Basketball Ratiopharm Ulm verliert 81:84 gegen Lokomotiv Kuban Krasnodar

Ulm / dpa 16.01.2019
Die Ulmer Basketballer haben in der Eurocup-Zwischenrunde erneut eine Niederlage kassiert. Der Bundesligist verlor sein Heimspiel gegen Mitfavorit Lokomotive Kuban Krasnodar mit 81:84 (41:53).

Es war keine Entscheidung, keine Vorentscheidung, aber doch ein Fingerzeig für die Kräfteverhältnisse in der Gruppe F der Top-16-Runde im Eurocup. Am dritten Spieltag unterlagen die Basketballer von Ratiopharm Ulm im Heimspiel gegen Mitfavorit Lokomotive Kuban Krasnodar am Ende knapp mit 81:84 (41:53). Mit einem Sieg aus drei Partien sind die Ulmer in der Gruppe Dritter und müssen nun langsam um den Einzug in die K.o.-Runde bangen. Das Rückspiel findet am 23. Januar in Krasnodar statt.

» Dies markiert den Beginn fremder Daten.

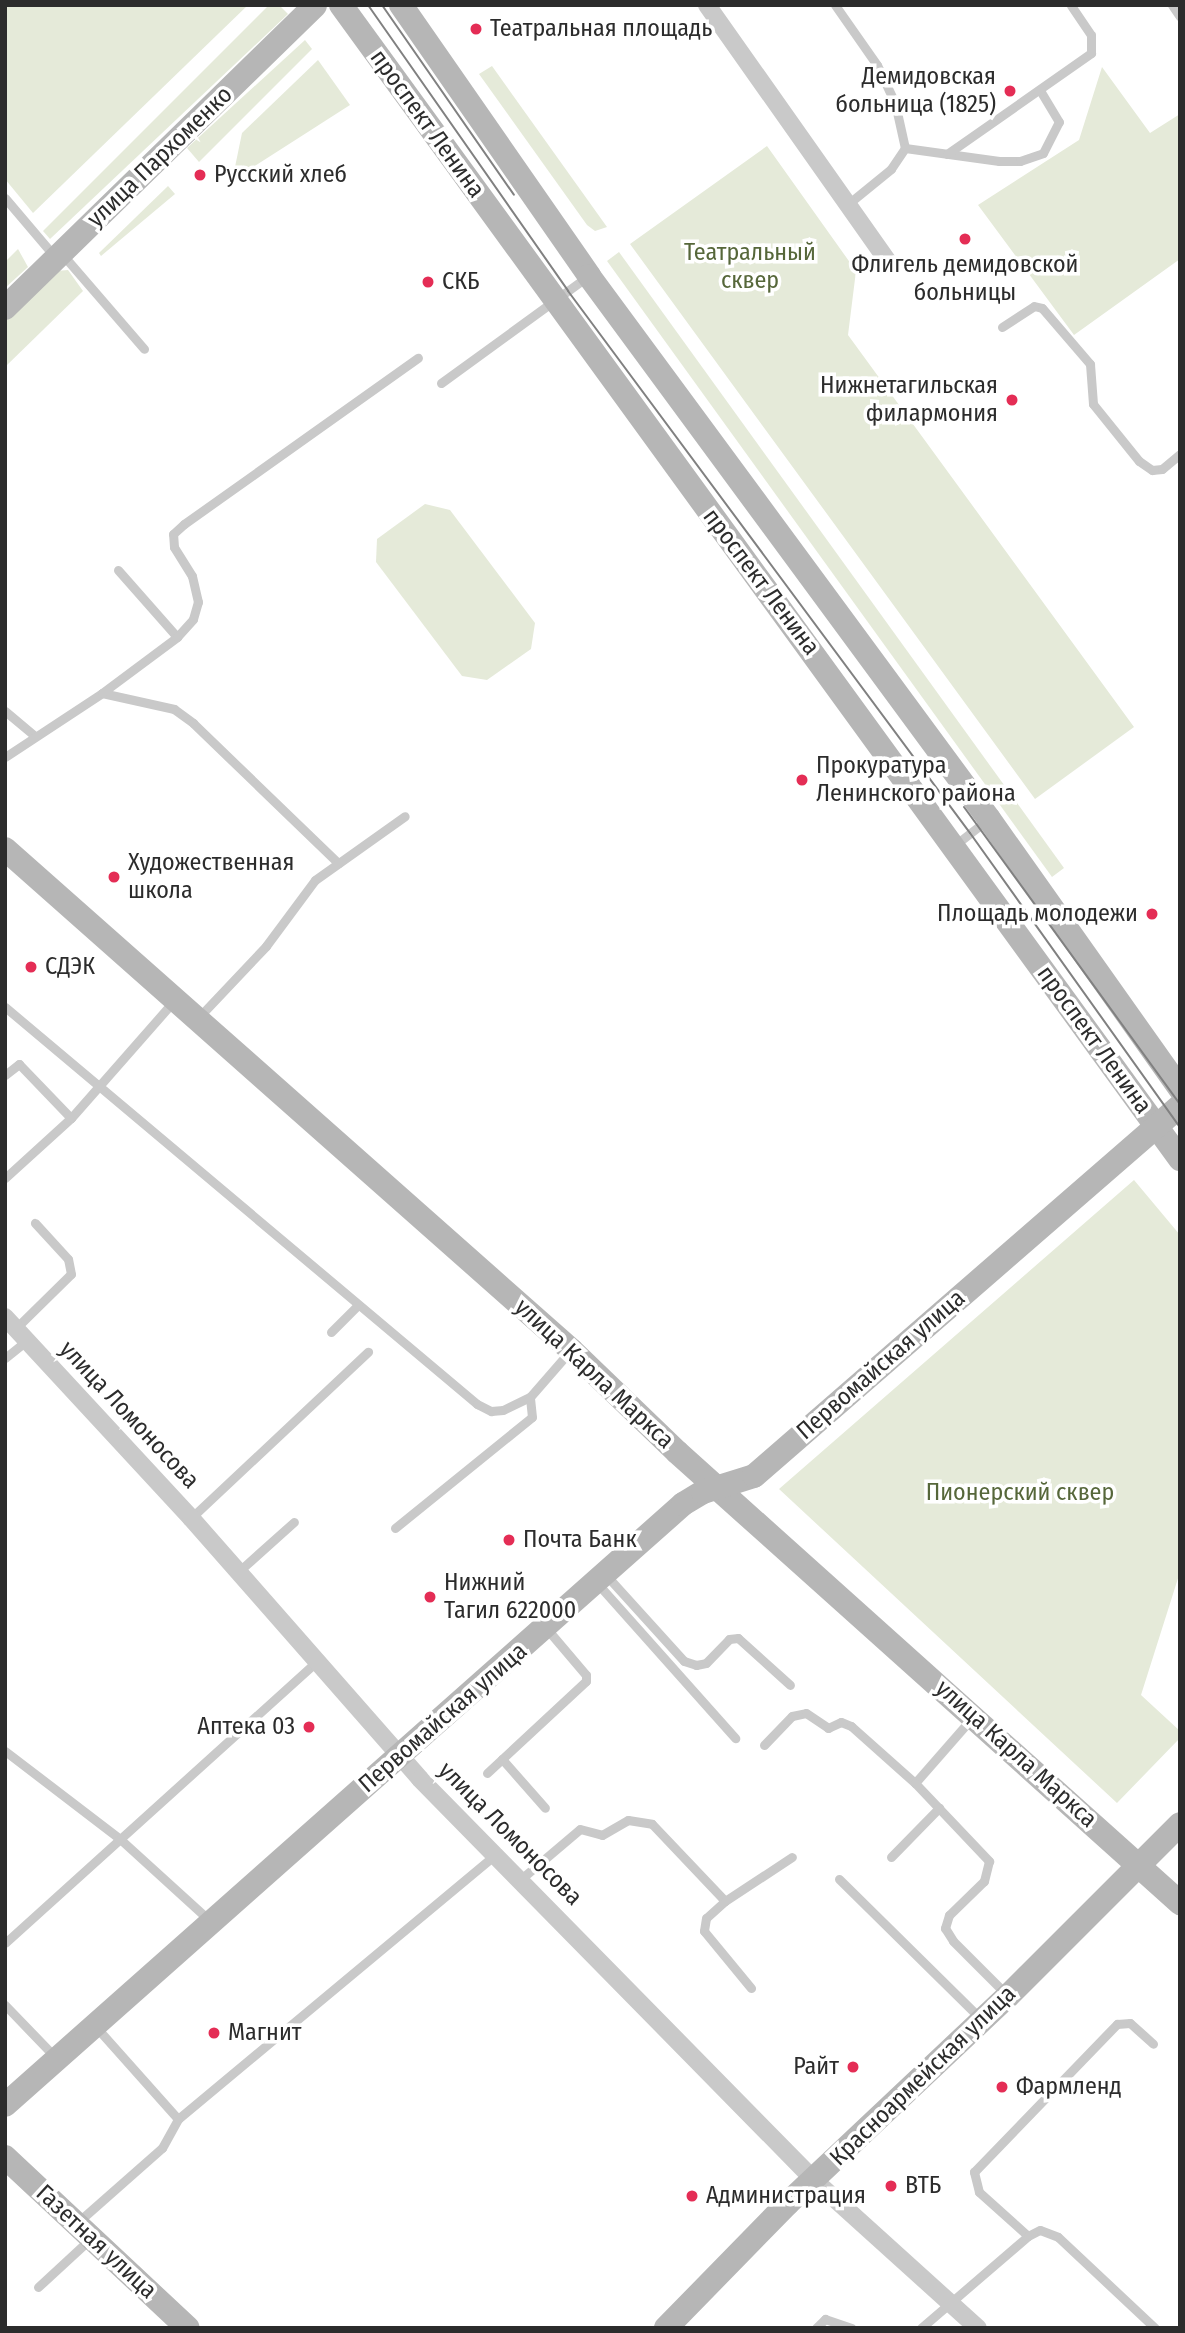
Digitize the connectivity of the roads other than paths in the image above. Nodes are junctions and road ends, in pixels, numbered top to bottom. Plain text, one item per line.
1 (315, 5) edge
2 (341, 5) edge
3 (401, 5) edge
4 (707, 5) edge
5 (835, 5) edge
6 (1071, 5) edge
7 (1172, 5) edge
8 (1180, 17) edge
9 (1040, 90) junction
10 (905, 148) junction
11 (947, 154) junction
12 (5, 198) edge
13 (848, 204) junction
14 (59, 256) junction
15 (890, 264) dead end
16 (589, 276) junction
17 (552, 301) junction
18 (5, 308) edge
19 (1002, 327) dead end
20 (144, 349) dead end
21 (418, 358) dead end
22 (441, 383) dead end
23 (1180, 454) edge
24 (118, 570) dead end
25 (177, 637) junction
26 (102, 693) junction
27 (5, 711) edge
28 (34, 735) junction
29 (5, 757) edge
30 (405, 816) dead end
31 (989, 819) junction
32 (955, 845) junction
33 (5, 849) edge
34 (338, 863) junction
35 (173, 1002) junction
36 (5, 1007) edge
37 (195, 1022) junction
38 (5, 1075) edge
39 (99, 1087) junction
40 (1180, 1089) edge
41 (1180, 1106) edge
42 (71, 1118) junction
43 (1156, 1126) junction
44 (1180, 1159) edge
45 (5, 1178) edge
46 (35, 1223) dead end
47 (358, 1305) junction
48 (16, 1328) edge
49 (331, 1332) dead end
50 (571, 1350) junction
51 (368, 1352) dead end
52 (5, 1358) edge
53 (530, 1397) junction
54 (718, 1488) junction
55 (191, 1518) junction
56 (294, 1522) dead end
57 (395, 1528) dead end
58 (238, 1572) junction
59 (602, 1579) junction
60 (546, 1628) junction
61 (316, 1662) junction
62 (790, 1685) dead end
63 (974, 1715) junction
64 (735, 1738) dead end
65 (764, 1745) dead end
66 (5, 1751) edge
67 (400, 1756) junction
68 (502, 1759) junction
69 (486, 1773) dead end
70 (915, 1783) junction
71 (545, 1808) dead end
72 (939, 1808) junction
73 (1180, 1824) edge
74 (120, 1839) junction
75 (496, 1854) junction
76 (792, 1857) dead end
77 (891, 1857) dead end
78 (1138, 1868) junction
79 (521, 1879) junction
80 (839, 1879) dead end
81 (725, 1901) junction
82 (1180, 1903) edge
83 (212, 1922) junction
84 (5, 1943) edge
85 (751, 1988) dead end
86 (1008, 1996) junction
87 (5, 2005) edge
88 (982, 2021) junction
89 (94, 2025) junction
90 (1153, 2044) dead end
91 (56, 2059) junction
92 (5, 2105) edge
93 (178, 2119) junction
94 (5, 2157) edge
95 (814, 2180) junction
96 (84, 2231) junction
97 (1028, 2235) junction
98 (38, 2287) dead end
99 (952, 2304) junction
100 (188, 2328) edge
101 (666, 2328) edge
102 (816, 2328) edge
103 (851, 2328) edge
104 (921, 2328) edge
105 (978, 2328) edge
106 (1155, 2328) edge

1 - 14 street, улица Пархоменко
2 - 17 street, проспект Ленина
3 - 16 street, проспект Ленина
4 - 13 street
5 - 10 lane
6 - 9 lane
7 - 8 lane
9 - 11 lane
9 - 11 lane
10 - 11 lane
10 - 13 lane
12 - 14 lane
13 - 15 street
14 - 18 street, улица Пархоменко
14 - 20 lane
16 - 17 lane
16 - 31 street, проспект Ленина
17 - 22 lane
17 - 32 street, проспект Ленина
19 - 23 lane
21 - 25 lane
24 - 25 lane
25 - 26 lane
26 - 28 lane
26 - 34 lane
27 - 28 lane
28 - 29 lane
30 - 34 lane
31 - 32 lane
31 - 40 street, проспект Ленина
32 - 43 street, проспект Ленина
33 - 35 street, улица Карла Маркса
34 - 37 lane
35 - 37 street, улица Карла Маркса
35 - 39 lane
36 - 39 lane
37 - 50 street, улица Карла Маркса
38 - 42 lane
39 - 42 lane
39 - 47 lane
41 - 43 street, Первомайская улица
42 - 45 lane
43 - 44 street, проспект Ленина
43 - 54 street, Первомайская улица
46 - 48 lane
47 - 49 lane
47 - 53 lane
48 - 52 lane
48 - 55 street, улица Ломоносова
50 - 53 lane
50 - 54 street, улица Карла Маркса
51 - 55 lane
53 - 57 lane
54 - 59 street, Первомайская улица
54 - 63 street, улица Карла Маркса
55 - 58 street, улица Ломоносова
56 - 58 lane
58 - 61 street, улица Ломоносова
59 - 60 street, Первомайская улица
59 - 62 lane
59 - 64 lane
60 - 67 street, Первомайская улица
60 - 68 lane
61 - 67 street, улица Ломоносова
61 - 74 lane
63 - 70 lane
63 - 78 street, улица Карла Маркса
65 - 70 lane
66 - 74 lane
67 - 75 street, улица Ломоносова
67 - 83 street, Первомайская улица
68 - 69 lane
68 - 71 lane
70 - 72 lane
72 - 77 lane
72 - 86 lane
73 - 78 street, Красноармейская улица
74 - 83 lane
74 - 84 lane
75 - 79 street, улица Ломоносова
75 - 93 lane
76 - 81 lane
78 - 82 street, улица Карла Маркса
78 - 86 street, Красноармейская улица
79 - 81 lane
79 - 95 street, улица Ломоносова
80 - 88 lane
81 - 85 lane
83 - 89 street, Первомайская улица
86 - 88 street, Красноармейская улица
87 - 91 lane
88 - 95 street, Красноармейская улица
89 - 91 street, Первомайская улица
89 - 93 lane
90 - 97 lane
91 - 92 street, Первомайская улица
93 - 96 lane
94 - 96 street, Газетная улица
95 - 99 street, улица Ломоносова
95 - 101 street, Красноармейская улица
96 - 98 lane
96 - 100 street, Газетная улица
97 - 99 lane
97 - 106 lane
99 - 104 lane
99 - 105 street, улица Ломоносова
102 - 103 lane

Ulmer müssen zwei Spieler-Ausfälle kompensieren

Mit dem ersten Sprungball gingen beide Mannschaften sofort auf Konfrontationskurs. Keine Eingewöhnungsphase in der Ratiopharm-Arena, sondern gleich Volle-Pulle-Basketball – vor allem allerdings von den Russen. Ulms Trainer Thorsten Leibenath hatte sich eine taktische Marschroute überlegt. Vor allem galt es, die zwei Ausfälle im Ratiopharm-Team zu kompensieren. Isaac Fotu musste erneut wegen Rückenproblemen zuschauen. Schlimmer ist es bei Katin Reinhardt, der wegen einer Verletzung am linken Fuß aussetzen musste. Bei der Ausfallzeit des Amerikaners rechnet Coach Leibenath eher mit Wochen denn mit Tagen.

Des Trainers Vorgabe, seine Mannschaft möge angesichts des Größenunterschiedes, besser Größendefizits den Ball vom Korb weghalten und die Russen vermehrt zum Dreierschießen zu bewegen, ging von Beginn an nur bedingt auf. Fotus 203 Zentimeter fehlten einfach. Die Gäste konnten angesichts fehlenden Widerstandes, Größe und Wille bei Ulm, viel zu unbedrängt aus dem angebotenen Bereich jenseits der 6.75 Meter über die Verteidigung werfen. Und sie trafen halt auch hochprozentig.

Respekt vor dem Gegner

Für Leibenath war die Leistung in den ersten zehn Minuten vor allem eine Einstellungsfrage. „Wir hatten zu Beginn zu viel Respekt vor dem Gegner und  haben dem Ball eher hinterher geschaut.  Erst mit mehr Aggressivität in der zweiten Hälfte waren wir in der Defensive besser.“

Ende des ersten Viertels kamen die Russen innerhalb  von 90 Sekunden zu drei Offensivrebounds, was Leibenath an der Linie nach außen hin noch cool hinnahm. Aber im Innern brodelte es vermutlich mehr als im Vesuv zu seinen heißesten Zeiten.

Zur Halbzeit und einer 53:41-Führung der Russen zeigte die Statistik, was den Ausschlag gab. Krasnodar angelte sich in den ersten 20 Minuten 21 Rebounds, Ulm nur 12. Die Gäste trafen aus dem Dreierbereich mit 56 Prozent erstklassig, die Ulmer mit 50 Prozent aber auch, nahmen jedoch weniger Würfe.

Knappe Niederlage

Mit diesen Werten hatten die Gäste im zweiten Viertel kontinuierlich ihren Vorsprung vergrößert und auf knapp über zehn Punkte einpendeln lassen. Ulm schien erledigt zu sein. Auch die Körpersprache ließ nicht erahnen, dass  es noch einmal richtig spannend werden würde.

Wurde es aber, weil die Russen auf den großen Positionen plötzlich Probleme bekamen und die Ulmer mit mehr Wucht und Selbstvertrauen zu Werke gingen. Eine lange Phase in den letzten zehn Minuten schafften es die Russen, einen Fünf-Punkte-Vorsprung zu halten. Zwei Minuten vor dem Ende lagen die Ulmer nach zwei verwandelten Freiwürfen von Thompson nur noch einen Punkt zurück (76:77). Dann spielten Dorell Wright  und Johnson, der von Schilling nicht verteidigt werden konnte, ihre ganze Erfahrung mit Punkte aus. Und brachten Ulm damit doch endgültig auf die Verliererstraße. Am Freitag geht es mit dem Heimspiel gegen den MBC weiter.